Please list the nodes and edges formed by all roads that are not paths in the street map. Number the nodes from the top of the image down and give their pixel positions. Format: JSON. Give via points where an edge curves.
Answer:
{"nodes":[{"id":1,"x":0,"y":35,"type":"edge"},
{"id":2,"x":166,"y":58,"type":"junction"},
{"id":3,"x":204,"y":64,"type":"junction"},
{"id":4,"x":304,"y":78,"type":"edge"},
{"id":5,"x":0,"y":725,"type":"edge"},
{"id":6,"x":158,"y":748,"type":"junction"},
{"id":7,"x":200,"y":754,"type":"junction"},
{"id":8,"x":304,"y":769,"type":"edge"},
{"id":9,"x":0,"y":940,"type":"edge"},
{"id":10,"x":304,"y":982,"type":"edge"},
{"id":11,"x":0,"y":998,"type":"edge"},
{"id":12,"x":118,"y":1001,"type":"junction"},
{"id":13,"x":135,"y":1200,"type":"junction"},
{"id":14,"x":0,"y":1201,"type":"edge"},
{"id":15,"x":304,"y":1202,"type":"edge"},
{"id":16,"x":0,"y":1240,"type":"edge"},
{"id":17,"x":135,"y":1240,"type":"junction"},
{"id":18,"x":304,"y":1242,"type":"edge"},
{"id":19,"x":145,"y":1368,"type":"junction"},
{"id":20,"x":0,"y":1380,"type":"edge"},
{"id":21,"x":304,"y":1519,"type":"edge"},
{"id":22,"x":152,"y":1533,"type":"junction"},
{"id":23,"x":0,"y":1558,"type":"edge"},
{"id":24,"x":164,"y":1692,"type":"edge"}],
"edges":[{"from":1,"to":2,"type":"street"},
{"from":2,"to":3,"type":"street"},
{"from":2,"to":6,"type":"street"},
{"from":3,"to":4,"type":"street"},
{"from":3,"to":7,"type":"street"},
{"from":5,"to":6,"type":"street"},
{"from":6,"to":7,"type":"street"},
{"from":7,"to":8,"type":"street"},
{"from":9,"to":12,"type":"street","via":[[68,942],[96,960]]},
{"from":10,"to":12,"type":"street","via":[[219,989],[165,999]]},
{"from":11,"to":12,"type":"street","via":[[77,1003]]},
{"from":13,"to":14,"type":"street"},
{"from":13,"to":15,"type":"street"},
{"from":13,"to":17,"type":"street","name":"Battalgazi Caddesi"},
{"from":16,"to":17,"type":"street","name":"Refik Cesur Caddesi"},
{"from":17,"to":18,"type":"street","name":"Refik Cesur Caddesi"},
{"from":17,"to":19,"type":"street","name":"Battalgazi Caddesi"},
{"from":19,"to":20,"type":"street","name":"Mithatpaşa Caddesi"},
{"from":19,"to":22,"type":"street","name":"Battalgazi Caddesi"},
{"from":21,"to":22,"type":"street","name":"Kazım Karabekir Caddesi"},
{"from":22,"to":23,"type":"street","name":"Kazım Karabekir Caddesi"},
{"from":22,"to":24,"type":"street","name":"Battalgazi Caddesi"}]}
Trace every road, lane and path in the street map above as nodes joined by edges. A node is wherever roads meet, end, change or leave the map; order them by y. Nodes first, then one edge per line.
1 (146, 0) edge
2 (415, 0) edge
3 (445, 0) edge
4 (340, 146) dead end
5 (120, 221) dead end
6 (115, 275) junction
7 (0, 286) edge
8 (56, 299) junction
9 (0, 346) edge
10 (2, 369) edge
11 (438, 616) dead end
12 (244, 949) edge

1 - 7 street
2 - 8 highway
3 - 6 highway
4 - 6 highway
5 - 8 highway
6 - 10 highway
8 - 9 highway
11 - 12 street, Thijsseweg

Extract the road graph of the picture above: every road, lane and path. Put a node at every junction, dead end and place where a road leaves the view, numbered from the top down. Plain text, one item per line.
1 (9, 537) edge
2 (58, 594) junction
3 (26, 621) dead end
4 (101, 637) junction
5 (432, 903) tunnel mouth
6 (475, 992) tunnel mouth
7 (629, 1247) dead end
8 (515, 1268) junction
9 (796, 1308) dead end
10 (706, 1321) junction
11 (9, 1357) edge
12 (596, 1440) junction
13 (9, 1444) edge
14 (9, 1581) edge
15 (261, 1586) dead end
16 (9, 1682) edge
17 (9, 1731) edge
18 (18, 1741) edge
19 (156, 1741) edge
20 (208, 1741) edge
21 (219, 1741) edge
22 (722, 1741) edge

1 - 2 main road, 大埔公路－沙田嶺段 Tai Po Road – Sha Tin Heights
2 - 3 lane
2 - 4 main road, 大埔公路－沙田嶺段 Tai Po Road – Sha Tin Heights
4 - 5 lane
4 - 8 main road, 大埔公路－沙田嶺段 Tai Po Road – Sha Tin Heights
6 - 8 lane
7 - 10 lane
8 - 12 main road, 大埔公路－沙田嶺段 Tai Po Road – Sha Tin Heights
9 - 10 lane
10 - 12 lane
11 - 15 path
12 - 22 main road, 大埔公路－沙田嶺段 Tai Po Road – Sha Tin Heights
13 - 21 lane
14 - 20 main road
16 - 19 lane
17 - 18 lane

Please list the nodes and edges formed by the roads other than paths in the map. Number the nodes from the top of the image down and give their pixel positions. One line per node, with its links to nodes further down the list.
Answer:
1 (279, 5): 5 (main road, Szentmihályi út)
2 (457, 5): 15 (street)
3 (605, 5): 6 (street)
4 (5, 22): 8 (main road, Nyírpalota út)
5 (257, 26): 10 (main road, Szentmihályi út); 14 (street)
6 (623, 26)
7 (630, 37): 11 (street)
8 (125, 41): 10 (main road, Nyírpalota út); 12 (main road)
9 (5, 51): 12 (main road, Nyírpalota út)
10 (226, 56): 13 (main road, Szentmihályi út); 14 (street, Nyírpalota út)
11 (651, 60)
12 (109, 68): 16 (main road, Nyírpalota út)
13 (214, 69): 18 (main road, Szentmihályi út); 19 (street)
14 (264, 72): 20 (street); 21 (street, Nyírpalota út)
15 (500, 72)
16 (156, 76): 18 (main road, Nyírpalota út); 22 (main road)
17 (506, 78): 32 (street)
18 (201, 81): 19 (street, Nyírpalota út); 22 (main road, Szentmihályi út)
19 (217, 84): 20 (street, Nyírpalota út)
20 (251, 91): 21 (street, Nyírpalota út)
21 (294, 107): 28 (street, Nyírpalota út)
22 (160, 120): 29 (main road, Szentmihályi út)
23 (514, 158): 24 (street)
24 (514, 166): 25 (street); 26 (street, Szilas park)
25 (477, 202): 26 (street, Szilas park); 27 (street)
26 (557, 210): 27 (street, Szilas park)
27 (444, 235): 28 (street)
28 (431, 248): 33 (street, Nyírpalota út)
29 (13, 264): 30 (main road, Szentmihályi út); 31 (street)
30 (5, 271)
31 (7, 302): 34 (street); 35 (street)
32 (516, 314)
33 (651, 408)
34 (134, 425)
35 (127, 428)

========================================

Required action: Nothing in the listing may be changed; retype it all exactly.

Answer to this exercise:
Please list the nodes and edges formed by all roads that are not paths in the street map. Number the nodes from the top of the image down and give their pixel positions. Format: JSON. Give via points where an edge curves.
Answer:
{"nodes":[{"id":1,"x":0,"y":35,"type":"edge"},
{"id":2,"x":166,"y":58,"type":"junction"},
{"id":3,"x":204,"y":64,"type":"junction"},
{"id":4,"x":304,"y":78,"type":"edge"},
{"id":5,"x":0,"y":725,"type":"edge"},
{"id":6,"x":158,"y":748,"type":"junction"},
{"id":7,"x":200,"y":754,"type":"junction"},
{"id":8,"x":304,"y":769,"type":"edge"},
{"id":9,"x":0,"y":940,"type":"edge"},
{"id":10,"x":304,"y":982,"type":"edge"},
{"id":11,"x":0,"y":998,"type":"edge"},
{"id":12,"x":118,"y":1001,"type":"junction"},
{"id":13,"x":135,"y":1200,"type":"junction"},
{"id":14,"x":0,"y":1201,"type":"edge"},
{"id":15,"x":304,"y":1202,"type":"edge"},
{"id":16,"x":0,"y":1240,"type":"edge"},
{"id":17,"x":135,"y":1240,"type":"junction"},
{"id":18,"x":304,"y":1242,"type":"edge"},
{"id":19,"x":145,"y":1368,"type":"junction"},
{"id":20,"x":0,"y":1380,"type":"edge"},
{"id":21,"x":304,"y":1519,"type":"edge"},
{"id":22,"x":152,"y":1533,"type":"junction"},
{"id":23,"x":0,"y":1558,"type":"edge"},
{"id":24,"x":164,"y":1692,"type":"edge"}],
"edges":[{"from":1,"to":2,"type":"street"},
{"from":2,"to":3,"type":"street"},
{"from":2,"to":6,"type":"street"},
{"from":3,"to":4,"type":"street"},
{"from":3,"to":7,"type":"street"},
{"from":5,"to":6,"type":"street"},
{"from":6,"to":7,"type":"street"},
{"from":7,"to":8,"type":"street"},
{"from":9,"to":12,"type":"street","via":[[68,942],[96,960]]},
{"from":10,"to":12,"type":"street","via":[[219,989],[165,999]]},
{"from":11,"to":12,"type":"street","via":[[77,1003]]},
{"from":13,"to":14,"type":"street"},
{"from":13,"to":15,"type":"street"},
{"from":13,"to":17,"type":"street","name":"Battalgazi Caddesi"},
{"from":16,"to":17,"type":"street","name":"Refik Cesur Caddesi"},
{"from":17,"to":18,"type":"street","name":"Refik Cesur Caddesi"},
{"from":17,"to":19,"type":"street","name":"Battalgazi Caddesi"},
{"from":19,"to":20,"type":"street","name":"Mithatpaşa Caddesi"},
{"from":19,"to":22,"type":"street","name":"Battalgazi Caddesi"},
{"from":21,"to":22,"type":"street","name":"Kazım Karabekir Caddesi"},
{"from":22,"to":23,"type":"street","name":"Kazım Karabekir Caddesi"},
{"from":22,"to":24,"type":"street","name":"Battalgazi Caddesi"}]}
Trace every road, lane and path in the street map above as nodes joined by edges. A node is wherever roads meet, end, change or leave the map; order them by y. Nodes first, then one edge per line.
1 (146, 0) edge
2 (415, 0) edge
3 (445, 0) edge
4 (340, 146) dead end
5 (120, 221) dead end
6 (115, 275) junction
7 (0, 286) edge
8 (56, 299) junction
9 (0, 346) edge
10 (2, 369) edge
11 (438, 616) dead end
12 (244, 949) edge

1 - 7 street
2 - 8 highway
3 - 6 highway
4 - 6 highway
5 - 8 highway
6 - 10 highway
8 - 9 highway
11 - 12 street, Thijsseweg

Extract the road graph of the picture above: every road, lane and path. Put a node at every junction, dead end and place where a road leaves the view, numbered from the top down. Plain text, one item per line.
1 (9, 537) edge
2 (58, 594) junction
3 (26, 621) dead end
4 (101, 637) junction
5 (432, 903) tunnel mouth
6 (475, 992) tunnel mouth
7 (629, 1247) dead end
8 (515, 1268) junction
9 (796, 1308) dead end
10 (706, 1321) junction
11 (9, 1357) edge
12 (596, 1440) junction
13 (9, 1444) edge
14 (9, 1581) edge
15 (261, 1586) dead end
16 (9, 1682) edge
17 (9, 1731) edge
18 (18, 1741) edge
19 (156, 1741) edge
20 (208, 1741) edge
21 (219, 1741) edge
22 (722, 1741) edge

1 - 2 main road, 大埔公路－沙田嶺段 Tai Po Road – Sha Tin Heights
2 - 3 lane
2 - 4 main road, 大埔公路－沙田嶺段 Tai Po Road – Sha Tin Heights
4 - 5 lane
4 - 8 main road, 大埔公路－沙田嶺段 Tai Po Road – Sha Tin Heights
6 - 8 lane
7 - 10 lane
8 - 12 main road, 大埔公路－沙田嶺段 Tai Po Road – Sha Tin Heights
9 - 10 lane
10 - 12 lane
11 - 15 path
12 - 22 main road, 大埔公路－沙田嶺段 Tai Po Road – Sha Tin Heights
13 - 21 lane
14 - 20 main road
16 - 19 lane
17 - 18 lane

Please list the nodes and edges formed by the roads other than paths in the map. Number the nodes from the top of the image down and give their pixel positions. One line per node, with its links to nodes further down the list.
Answer:
1 (279, 5): 5 (main road, Szentmihályi út)
2 (457, 5): 15 (street)
3 (605, 5): 6 (street)
4 (5, 22): 8 (main road, Nyírpalota út)
5 (257, 26): 10 (main road, Szentmihályi út); 14 (street)
6 (623, 26)
7 (630, 37): 11 (street)
8 (125, 41): 10 (main road, Nyírpalota út); 12 (main road)
9 (5, 51): 12 (main road, Nyírpalota út)
10 (226, 56): 13 (main road, Szentmihályi út); 14 (street, Nyírpalota út)
11 (651, 60)
12 (109, 68): 16 (main road, Nyírpalota út)
13 (214, 69): 18 (main road, Szentmihályi út); 19 (street)
14 (264, 72): 20 (street); 21 (street, Nyírpalota út)
15 (500, 72)
16 (156, 76): 18 (main road, Nyírpalota út); 22 (main road)
17 (506, 78): 32 (street)
18 (201, 81): 19 (street, Nyírpalota út); 22 (main road, Szentmihályi út)
19 (217, 84): 20 (street, Nyírpalota út)
20 (251, 91): 21 (street, Nyírpalota út)
21 (294, 107): 28 (street, Nyírpalota út)
22 (160, 120): 29 (main road, Szentmihályi út)
23 (514, 158): 24 (street)
24 (514, 166): 25 (street); 26 (street, Szilas park)
25 (477, 202): 26 (street, Szilas park); 27 (street)
26 (557, 210): 27 (street, Szilas park)
27 (444, 235): 28 (street)
28 (431, 248): 33 (street, Nyírpalota út)
29 (13, 264): 30 (main road, Szentmihályi út); 31 (street)
30 (5, 271)
31 (7, 302): 34 (street); 35 (street)
32 (516, 314)
33 (651, 408)
34 (134, 425)
35 (127, 428)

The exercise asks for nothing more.